Camilo: bibliófilo e negociante de livros
Em Março assinalam-se os 200 anos do nascimento de Camilo Castelo Branco. Grande romancista, poeta, dramaturgo e polemista, Camilo foi também um notável bibliófilo e negociante de livros (uma vez que ao longo da sua vida se dedicou com regularidade ao comércio de livros antigos).
Esta faceta de Camilo não é de todo desconhecida dos camilianos. Alexandre Cabral dedica-lhe duas entradas no seu “Dicionário de Camilo Castelo Branco”. No “Dicionário…” é referido que o romancista terá começado a negociar livros em 1859, que trabalhou no leilão de livros do Visconde de Azurara e levou a leilão a sua própria biblioteca em 1871 e em 1883. Para além disso, negociou livros com o Gabinete Português de Leitura (no Rio de Janeiro), com Tomás Ribeiro, José Joaquim da Silva Pereira Caldas, Visconde de Azevedo, Inocêncio Francisco da Silva, José Gomes Monteiro, Francisco Martins Sarmento, entre muitos outros.
Escritor profissional (ao que parece o primeiro a viver exclusivamente da escrita em Portugal), Camilo viveu durante muitos anos com algumas dificuldades financeiras.
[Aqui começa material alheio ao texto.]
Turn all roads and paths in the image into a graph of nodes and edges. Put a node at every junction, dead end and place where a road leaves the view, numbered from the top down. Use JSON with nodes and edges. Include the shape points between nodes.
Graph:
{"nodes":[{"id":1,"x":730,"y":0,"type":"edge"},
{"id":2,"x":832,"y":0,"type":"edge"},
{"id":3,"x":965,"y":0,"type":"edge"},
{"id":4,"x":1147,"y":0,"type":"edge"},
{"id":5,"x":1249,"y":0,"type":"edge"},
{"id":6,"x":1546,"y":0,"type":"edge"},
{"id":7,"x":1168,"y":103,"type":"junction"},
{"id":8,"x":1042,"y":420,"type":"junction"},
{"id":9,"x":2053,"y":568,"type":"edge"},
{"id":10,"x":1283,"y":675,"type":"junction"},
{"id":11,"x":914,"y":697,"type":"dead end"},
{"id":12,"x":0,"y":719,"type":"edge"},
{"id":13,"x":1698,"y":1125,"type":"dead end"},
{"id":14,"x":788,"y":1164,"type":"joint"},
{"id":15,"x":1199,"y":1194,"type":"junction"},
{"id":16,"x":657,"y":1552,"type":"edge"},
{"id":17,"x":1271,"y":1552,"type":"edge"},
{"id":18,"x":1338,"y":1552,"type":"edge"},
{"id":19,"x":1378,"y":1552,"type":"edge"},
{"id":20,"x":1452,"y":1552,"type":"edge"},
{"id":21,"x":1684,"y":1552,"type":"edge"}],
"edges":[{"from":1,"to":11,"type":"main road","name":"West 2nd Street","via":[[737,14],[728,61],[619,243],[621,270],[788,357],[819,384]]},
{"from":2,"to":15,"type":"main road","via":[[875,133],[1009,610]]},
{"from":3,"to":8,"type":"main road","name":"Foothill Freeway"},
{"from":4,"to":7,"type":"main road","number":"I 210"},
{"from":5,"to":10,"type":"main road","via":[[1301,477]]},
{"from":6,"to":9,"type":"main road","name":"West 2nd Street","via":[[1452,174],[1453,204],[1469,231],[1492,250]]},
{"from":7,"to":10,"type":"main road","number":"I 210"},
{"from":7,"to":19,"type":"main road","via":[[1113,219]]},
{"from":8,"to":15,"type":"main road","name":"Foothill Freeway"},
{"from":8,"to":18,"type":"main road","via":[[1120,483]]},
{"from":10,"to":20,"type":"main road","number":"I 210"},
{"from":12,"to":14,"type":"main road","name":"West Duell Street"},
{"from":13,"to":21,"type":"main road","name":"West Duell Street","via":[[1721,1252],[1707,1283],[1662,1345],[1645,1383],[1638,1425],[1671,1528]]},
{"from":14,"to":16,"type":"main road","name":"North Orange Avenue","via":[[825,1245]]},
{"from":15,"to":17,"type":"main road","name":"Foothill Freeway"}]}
Contudo, no final da vida e após ter obtido um título nobiliárquico (a que mais tarde seria associada uma pensão) poderia ter tido uma vida desafogada não fossem alguns gestos de grand seigneur, alguma prodigalidade e os múltiplos problemas da sua vida doméstica. Fernando Guedes em “O Livro e a Leitura em Portugal” calcula que Camilo terá recebido só da venda dos seus romances originais mais de 20 contos de reis (uma pequena fortuna para a época), valor a que se junta o rendimento das suas inúmeras colaborações em jornais e de outros projectos literários. O próprio Camilo em carta a Tomás Ribeiro afirma (não sem ironia) que “eu, filho, estou quase cego. 40 anos de trabalho sem repouso. Ao menos, estou rico”.
O que fez então Camilo mover-se no negócio dos livros quase até ao fim da vida? Em primeiro lugar a curiosidade e o amor aos livros. Os livros e documentos antigos foram o seu alimento, o seu sustento e não raras vezes a sua inspiração para muitos romances. Em muitos dos seus escritos encontramos referências eruditas a obras clássicas ou simples observações sobre os livros que encontrava pelas casas onde passava. Refugiado na Casa da Ponte em Briteiros não deixou de apreciar os livros que Martins Sarmento ali tinha: “O meu quarto estava abastecido de bons livros, em que prelevavam clássicos portugueses, e os mais laureados romances da época” (Memórias do Cárcere). O seu prefácio ao “Manual Bibliographico Portuguez de Livros Raros, Clássicos e Curiosos” de Ricardo Pinto de Matos demonstra um conhecimento profundo do meio. Mas, para além do amor aos livros, havia também a questão do dinheiro. Na sua juventude, Camilo procurou sempre arranjar um emprego público que lhe garantisse um sustento ou complementasse os rendimentos da escrita. Nunca o conseguiu e o negócio dos livros terá sido a forma que encontrou para garantir alguns rendimentos extra. Já no fim da vida, muito embora tivesse acumulado alguns meios de fortuna, seria apenas um homem remediado na galeria de Viscondes de que fazia parte (muitos dourados por dinheiros do Brasil, outros por fortunas familiares ou ricos graças às poupanças conseguidas através de longas carreiras e de vidas estáveis, bem diferentes da que Camilo levou). A cegueira (que o levaria ao suicídio) impedia-o de continuar a trabalhar. A loucura do seu filho Jorge e a inépcia do seu filho Nuno eram uma constante preocupação. Os rendimentos escasseavam novamente… E uma vez mais os livros surgiam como um provento capaz de acudir a algumas aflições.
No prefácio do “Manual Bibliographico…” Camilo, citando o escritor e bibliófilo Jules Janin, diz-nos que “Amar os livros é renunciar ao jogo, à gulodice, às pompas vãs, às corridas de cavalos, aos amores funestos. O bibliófilo está como abrigado das tempestades políticas: servem-lhe de parapeito os seus livros aos alvitramentos e sobrancerias áulicas. É senhor e rei. Não o perturbeis na sua festa e respeitai-lhe os íntimos júbilos”.
Camilo foi bibliófilo, mas foi também um homem de aventuras, de loucuras e de amores funestos. Por isso, se é verdade que amou os livros não é menos verdade que a vida o fez ter a frieza de entrar no jogo de comprar e vender livros antigos, esse “mantimento para a traça” (assim designados pelo bibliófilo Inocêncio Francisco da Silva em carta a Camilo).